Discerning Electoral Options: A Pastoral Reflection from the Episcopal Commission for Social AffairsTuesday, October 31 2000
The approach of a federal election presents a privileged opportunity for people of good will to prayerfully reflect on the health of our life together as a caring community. It is also an occasion to ask ourselves what kind of society we want.
But how do we sort through sophisticated, overwhelming and often contradictory messages? What criteria should we use in deciding to support one political candidate over another? What questions should we ask before choosing
a particular candidate?
The Episcopal Commission for Social Affairs offers the following reflections in the hope that they will contribute to enlightening our social consciences and to affirming the deep social values that animate us throughout our daily lives.

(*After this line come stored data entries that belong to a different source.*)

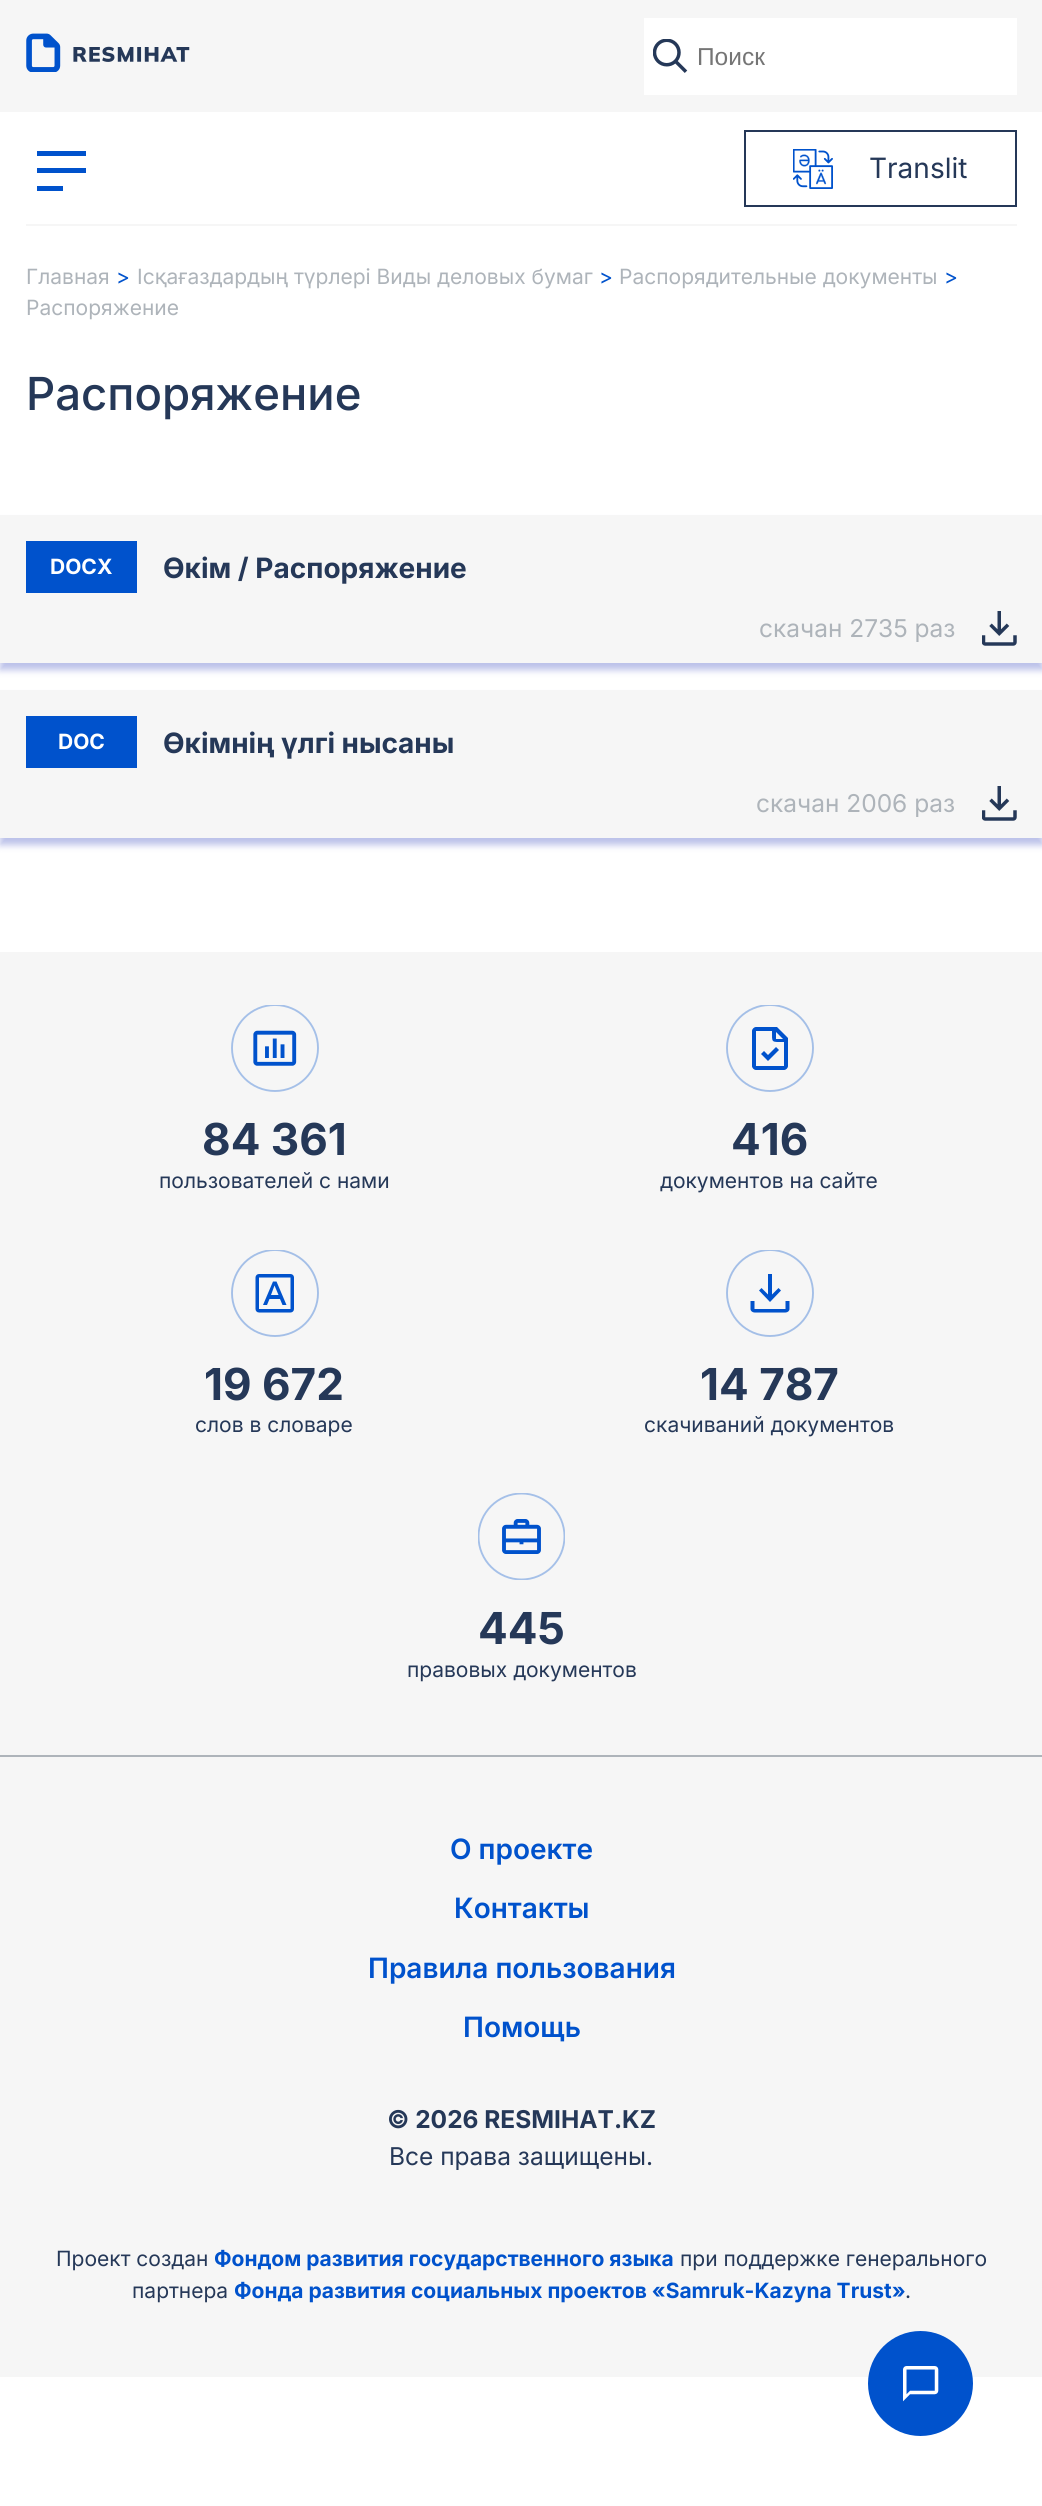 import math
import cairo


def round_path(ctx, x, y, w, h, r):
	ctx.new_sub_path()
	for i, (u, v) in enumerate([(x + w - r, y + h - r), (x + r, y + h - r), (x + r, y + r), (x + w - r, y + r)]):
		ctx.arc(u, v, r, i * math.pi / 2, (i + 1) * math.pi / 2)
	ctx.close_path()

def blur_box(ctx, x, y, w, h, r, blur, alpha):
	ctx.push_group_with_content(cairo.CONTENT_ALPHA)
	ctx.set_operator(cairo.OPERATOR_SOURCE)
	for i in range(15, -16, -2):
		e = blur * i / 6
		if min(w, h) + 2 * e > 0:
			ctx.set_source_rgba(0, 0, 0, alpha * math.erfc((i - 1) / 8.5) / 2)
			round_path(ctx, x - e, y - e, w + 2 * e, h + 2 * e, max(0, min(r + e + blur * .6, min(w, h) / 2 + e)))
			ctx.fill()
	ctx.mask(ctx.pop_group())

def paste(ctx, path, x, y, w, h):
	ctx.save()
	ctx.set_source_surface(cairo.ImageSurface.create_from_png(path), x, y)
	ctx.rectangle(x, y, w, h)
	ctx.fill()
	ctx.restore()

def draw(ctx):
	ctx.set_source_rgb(1, 1, 1)
	ctx.paint()
	ctx.set_source_rgb(0.961, 0.961, 0.961)
	ctx.rectangle(0, 0, 1042, 112)
	ctx.fill()
	paste(ctx, 'media/1.png', 26, 33, 164, 39)
	ctx.set_source_rgb(1, 1, 1)
	ctx.rectangle(644, 18, 373, 77)
	ctx.fill()
	paste(ctx, 'media/2.png', 653, 39, 35, 34)
	ctx.select_font_face('Liberation Sans')
	ctx.set_font_size(24.5)
	ctx.set_source_rgb(0.459, 0.459, 0.459)
	ctx.move_to(697, 65)
	ctx.show_text('Поиск')
	ctx.set_source_rgb(0.961, 0.961, 0.961)
	ctx.rectangle(26, 224, 991, 2)
	ctx.fill()
	ctx.set_source_rgb(0, 0.322, 0.8)
	ctx.rectangle(37, 151, 49, 5)
	ctx.rectangle(37, 168, 49, 5)
	ctx.rectangle(37, 186, 26, 5)
	ctx.fill()
	ctx.rectangle(745, 131, 271, 75)
	ctx.set_source_rgb(0.145, 0.22, 0.345)
	ctx.stroke()
	paste(ctx, 'media/3.png', 793, 149, 40, 40)
	ctx.select_font_face('Inter')
	ctx.set_font_size(28)
	ctx.move_to(869, 178)
	ctx.show_text('Translit')
	ctx.set_font_size(21)
	ctx.set_source_rgb(0.682, 0.706, 0.729)
	ctx.move_to(26, 284)
	ctx.show_text('Главная')
	ctx.set_source_rgb(0, 0.322, 0.8)
	ctx.move_to(116, 284)
	ctx.show_text('>')
	ctx.set_source_rgb(0.682, 0.706, 0.729)
	ctx.move_to(137, 284)
	ctx.show_text('Ісқағаздардың түрлері Виды деловых бумаг')
	ctx.set_source_rgb(0, 0.322, 0.8)
	ctx.move_to(599, 284)
	ctx.show_text('>')
	ctx.set_source_rgb(0.682, 0.706, 0.729)
	ctx.move_to(619, 284)
	ctx.show_text('Распорядительные документы')
	ctx.set_source_rgb(0, 0.322, 0.8)
	ctx.move_to(944, 284)
	ctx.show_text('>')
	ctx.set_source_rgb(0.682, 0.706, 0.729)
	ctx.move_to(26, 315)
	ctx.show_text('Распоряжение')
	ctx.select_font_face('Inter Medium')
	ctx.set_font_size(45.5)
	ctx.set_source_rgb(0.145, 0.22, 0.345)
	ctx.move_to(26, 410)
	ctx.show_text('Распоряжение')
	ctx.set_source_rgb(0.302, 0.357, 0.773)
	blur_box(ctx, 0, 522, 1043, 148, 0, 3.5, 0.38)
	ctx.set_source_rgb(0.961, 0.961, 0.961)
	ctx.rectangle(0, 515, 1042, 148)
	ctx.fill()
	ctx.set_source_rgb(0, 0.322, 0.8)
	ctx.rectangle(26, 541, 111, 52)
	ctx.fill()
	ctx.select_font_face('Inter', cairo.FONT_SLANT_NORMAL, cairo.FONT_WEIGHT_BOLD)
	ctx.set_font_size(21)
	ctx.set_source_rgb(1, 1, 1)
	ctx.move_to(50, 574)
	ctx.show_text('DOCX')
	ctx.set_font_size(28)
	ctx.set_source_rgb(0.145, 0.22, 0.345)
	ctx.move_to(163, 578)
	ctx.show_text('Өкім / Распоряжение')
	ctx.select_font_face('Inter')
	ctx.set_font_size(24.5)
	ctx.set_source_rgb(0.682, 0.706, 0.729)
	ctx.move_to(759, 637)
	ctx.show_text('скачан 2735 раз')
	paste(ctx, 'media/4.png', 982, 611, 35, 35)
	ctx.set_source_rgb(0.302, 0.357, 0.773)
	blur_box(ctx, 0, 697, 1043, 148, 0, 3.5, 0.38)
	ctx.set_source_rgb(0.961, 0.961, 0.961)
	ctx.rectangle(0, 690, 1042, 148)
	ctx.fill()
	ctx.set_source_rgb(0, 0.322, 0.8)
	ctx.rectangle(26, 716, 111, 52)
	ctx.fill()
	ctx.select_font_face('Inter', cairo.FONT_SLANT_NORMAL, cairo.FONT_WEIGHT_BOLD)
	ctx.set_font_size(21)
	ctx.set_source_rgb(1, 1, 1)
	ctx.move_to(58, 749)
	ctx.show_text('DOC')
	ctx.set_font_size(28)
	ctx.set_source_rgb(0.145, 0.22, 0.345)
	ctx.move_to(163, 753)
	ctx.show_text('Өкімнің үлгі нысаны')
	ctx.select_font_face('Inter')
	ctx.set_font_size(24.5)
	ctx.set_source_rgb(0.682, 0.706, 0.729)
	ctx.move_to(756, 812)
	ctx.show_text('скачан 2006 раз')
	paste(ctx, 'media/4.png', 982, 786, 35, 35)
	ctx.set_source_rgb(0.961, 0.961, 0.961)
	ctx.rectangle(0, 952, 1042, 1425)
	ctx.fill()
	ctx.set_source_rgb(0.682, 0.706, 0.729)
	ctx.rectangle(0, 1755, 1042, 2)
	ctx.fill()
	paste(ctx, 'media/5.png', 231, 1005, 88, 87)
	ctx.select_font_face('Inter', cairo.FONT_SLANT_NORMAL, cairo.FONT_WEIGHT_BOLD)
	ctx.set_font_size(44)
	ctx.set_source_rgb(0.145, 0.22, 0.345)
	ctx.move_to(202, 1155)
	ctx.show_text('84 361')
	ctx.select_font_face('Inter')
	ctx.set_font_size(21)
	ctx.move_to(159, 1188)
	ctx.show_text('пользователей с нами')
	ctx.save()
	ctx.rectangle(726, 1005, 88, 87)
	ctx.clip()
	ctx.arc(770, 1048, 43, 0, 2 * math.pi)
	ctx.set_source_rgb(0.643, 0.749, 0.906)
	ctx.set_line_width(1.9)
	ctx.stroke()
	ctx.restore()
	ctx.set_source_rgb(0, 0.322, 0.8)
	ctx.set_fill_rule(cairo.FILL_RULE_EVEN_ODD)
	ctx.new_path()
	ctx.move_to(777, 1027)
	ctx.line_to(756, 1027)
	ctx.curve_to(754, 1027, 752, 1029, 752, 1031)
	ctx.line_to(752, 1066)
	ctx.curve_to(752, 1068, 754, 1070, 756, 1070)
	ctx.line_to(784, 1070)
	ctx.curve_to(786, 1070, 788, 1068, 788, 1066)
	ctx.line_to(788, 1038)
	ctx.close_path()
	ctx.move_to(756, 1031)
	ctx.line_to(772, 1031)
	ctx.curve_to(772, 1043, 771, 1042, 784, 1042)
	ctx.line_to(784, 1066)
	ctx.line_to(756, 1066)
	ctx.close_path()
	ctx.move_to(776, 1039)
	ctx.line_to(776, 1032)
	ctx.line_to(783, 1039)
	ctx.close_path()
	ctx.move_to(776, 1047)
	ctx.line_to(768, 1055)
	ctx.line_to(764, 1051)
	ctx.line_to(761, 1054)
	ctx.line_to(768, 1061)
	ctx.line_to(779, 1050)
	ctx.close_path()
	ctx.fill()
	ctx.select_font_face('Inter', cairo.FONT_SLANT_NORMAL, cairo.FONT_WEIGHT_BOLD)
	ctx.set_font_size(44)
	ctx.set_source_rgb(0.145, 0.22, 0.345)
	ctx.move_to(731, 1155)
	ctx.show_text('416')
	ctx.select_font_face('Inter')
	ctx.set_font_size(21)
	ctx.move_to(660, 1188)
	ctx.show_text('документов на сайте')
	ctx.save()
	ctx.set_fill_rule(cairo.FILL_RULE_WINDING)
	ctx.rectangle(231, 1250, 88, 87)
	ctx.clip()
	ctx.arc(275, 1293, 43, 0, 2 * math.pi)
	ctx.set_source_rgb(0.643, 0.749, 0.906)
	ctx.set_line_width(1.9)
	ctx.stroke()
	ctx.restore()
	ctx.set_source_rgb(0, 0.322, 0.8)
	ctx.new_path()
	ctx.move_to(290.5, 1274)
	ctx.line_to(259, 1274)
	ctx.curve_to(257, 1274, 255.5, 1275.5, 255.5, 1277.5)
	ctx.line_to(255.5, 1309)
	ctx.curve_to(255.5, 1311, 257, 1312.5, 259, 1312.5)
	ctx.line_to(290.5, 1312.5)
	ctx.curve_to(292.5, 1312.5, 294, 1311, 294, 1309)
	ctx.line_to(294, 1277.5)
	ctx.curve_to(294, 1275.5, 292.5, 1274, 290.5, 1274)
	ctx.close_path()
	ctx.move_to(259, 1309)
	ctx.line_to(259, 1277.5)
	ctx.line_to(290.5, 1277.5)
	ctx.line_to(290.5, 1309)
	ctx.close_path()
	ctx.move_to(280, 1299)
	ctx.line_to(269.5, 1299)
	ctx.line_to(267, 1305)
	ctx.line_to(263, 1305)
	ctx.line_to(273, 1281.5)
	ctx.line_to(276.5, 1281.5)
	ctx.line_to(286.5, 1305)
	ctx.line_to(282.5, 1305)
	ctx.close_path()
	ctx.move_to(274.5, 1285.5)
	ctx.line_to(278.5, 1295)
	ctx.line_to(271, 1295)
	ctx.close_path()
	ctx.fill()
	ctx.select_font_face('Inter', cairo.FONT_SLANT_NORMAL, cairo.FONT_WEIGHT_BOLD)
	ctx.set_font_size(44)
	ctx.set_source_rgb(0.145, 0.22, 0.345)
	ctx.move_to(204, 1400)
	ctx.show_text('19 672')
	ctx.select_font_face('Inter')
	ctx.set_font_size(21)
	ctx.move_to(195, 1432)
	ctx.show_text('слов в словаре')
	ctx.save()
	ctx.set_fill_rule(cairo.FILL_RULE_WINDING)
	ctx.rectangle(726, 1250, 88, 87)
	ctx.clip()
	ctx.arc(770, 1293, 43, 0, 2 * math.pi)
	ctx.set_source_rgb(0.643, 0.749, 0.906)
	ctx.set_line_width(1.9)
	ctx.stroke()
	ctx.restore()
	ctx.set_source_rgb(0, 0.322, 0.8)
	ctx.new_path()
	ctx.move_to(778.5, 1288)
	ctx.line_to(772, 1294.5)
	ctx.line_to(772, 1274)
	ctx.line_to(768, 1274)
	ctx.line_to(768, 1294.5)
	ctx.line_to(761.5, 1288)
	ctx.line_to(759, 1290.5)
	ctx.line_to(770, 1302)
	ctx.line_to(781, 1290.5)
	ctx.close_path()
	ctx.move_to(789.5, 1309)
	ctx.line_to(789.5, 1301)
	ctx.line_to(785.5, 1301)
	ctx.line_to(785.5, 1309)
	ctx.line_to(754.5, 1309)
	ctx.line_to(754.5, 1301)
	ctx.line_to(750.5, 1301)
	ctx.line_to(750.5, 1309)
	ctx.curve_to(750.5, 1311, 752.5, 1312.5, 754.5, 1312.5)
	ctx.line_to(785.5, 1312.5)
	ctx.curve_to(787.5, 1312.5, 789.5, 1311, 789.5, 1309)
	ctx.close_path()
	ctx.fill()
	ctx.select_font_face('Inter', cairo.FONT_SLANT_NORMAL, cairo.FONT_WEIGHT_BOLD)
	ctx.set_font_size(44)
	ctx.set_source_rgb(0.145, 0.22, 0.345)
	ctx.move_to(700, 1400)
	ctx.show_text('14 787')
	ctx.select_font_face('Inter')
	ctx.set_font_size(21)
	ctx.move_to(644, 1432)
	ctx.show_text('скачиваний документов')
	paste(ctx, 'media/6.png', 478, 1493, 87, 87)
	ctx.select_font_face('Inter', cairo.FONT_SLANT_NORMAL, cairo.FONT_WEIGHT_BOLD)
	ctx.set_font_size(44)
	ctx.move_to(478, 1644)
	ctx.show_text('445')
	ctx.select_font_face('Inter')
	ctx.set_font_size(21)
	ctx.move_to(407, 1677)
	ctx.show_text('правовых документов')
	ctx.select_font_face('Inter SemiBold')
	ctx.set_font_size(28)
	ctx.set_source_rgb(0, 0.322, 0.8)
	for x, y, s in [
		(450, 1859, 'О проекте'),
		(454, 1918, 'Контакты'),
		(368, 1978, 'Правила пользования'),
		(463, 2037, 'Помощь'),
	]:
		ctx.move_to(x, y)
		ctx.show_text(s)
	ctx.select_font_face('Inter', cairo.FONT_SLANT_NORMAL, cairo.FONT_WEIGHT_BOLD)
	ctx.set_font_size(24.5)
	ctx.set_source_rgb(0.145, 0.22, 0.345)
	ctx.move_to(387, 2128)
	ctx.show_text('© 2026 RESMIHAT.KZ')
	ctx.select_font_face('Inter')
	ctx.move_to(389, 2165)
	ctx.show_text('Все права защищены.')
	ctx.set_font_size(21)
	ctx.move_to(56, 2266)
	ctx.show_text('Проект создан')
	ctx.select_font_face('Inter', cairo.FONT_SLANT_NORMAL, cairo.FONT_WEIGHT_BOLD)
	ctx.set_source_rgb(0, 0.322, 0.8)
	ctx.move_to(214, 2266)
	ctx.show_text('Фондом развития государственного языка')
	ctx.select_font_face('Inter')
	ctx.set_source_rgb(0.145, 0.22, 0.345)
	ctx.move_to(680, 2266)
	ctx.show_text('при поддержке генерального')
	ctx.move_to(132, 2298)
	ctx.show_text('партнера')
	ctx.select_font_face('Inter', cairo.FONT_SLANT_NORMAL, cairo.FONT_WEIGHT_BOLD)
	ctx.set_source_rgb(0, 0.322, 0.8)
	ctx.move_to(234, 2298)
	ctx.show_text('Фонда развития социальных проектов «Samruk-Kazyna Trust»')
	ctx.select_font_face('Inter')
	ctx.set_source_rgb(0.145, 0.22, 0.345)
	ctx.move_to(905, 2298)
	ctx.show_text('.')
	ctx.set_source_rgb(0, 0.322, 0.8)
	ctx.new_path()
	ctx.arc(920.5, 2383.5, 52.5, 0, 2 * math.pi)
	ctx.fill()
	paste(ctx, 'media/7.png', 903, 2366, 36, 36)


surface = cairo.ImageSurface(cairo.FORMAT_RGB24, 1042, 2506)
ctx = cairo.Context(surface)
options = cairo.FontOptions()
options.set_hint_metrics(cairo.HINT_METRICS_OFF)
options.set_hint_style(cairo.HINT_STYLE_NONE)
ctx.set_font_options(options)
ctx.set_miter_limit(4)
draw(ctx)
surface.write_to_png('image.png')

This document (also available as a leaflet) does not tell people how to vote. Guided by our own consciences, all of us need to make the best possible choice based on a multiplicity of issues, the programs of political parties, as well as the character of the individual candidates themselves.
We do emphasize, however, each Christian’s moral obligation to exercise their democratic right and to participate fully in building the Reign of God through active and thoughtful involvement in society. Discerning electoral options, although very important, are but one manner of exercising this responsibility.
The Episcopal Commission for Social Affairs wishes to draw your attention
to three important aspects of Church teaching:
1. RESPECT FOR THE HUMAN PERSON
Since each human being is created in the image of God, everyone has the right to enjoy life fully, from conception until natural death. God entrusts to each of us the task of showing reverence for, and promoting, all human life. Respect for the human being demands from everyone the courage to adopt a new lifestyle involving practical choices — at the personal, family, social and international levels — on the basis of the primacy of persons over things, of being over having.
Based on this knowledge that life is truly sacred, how are the different political parties and candidates committed to:
- defending the right to life of the unborn?1
- preserving existing legal prohibitions against euthanasia and assisted
- opposing capital punishment?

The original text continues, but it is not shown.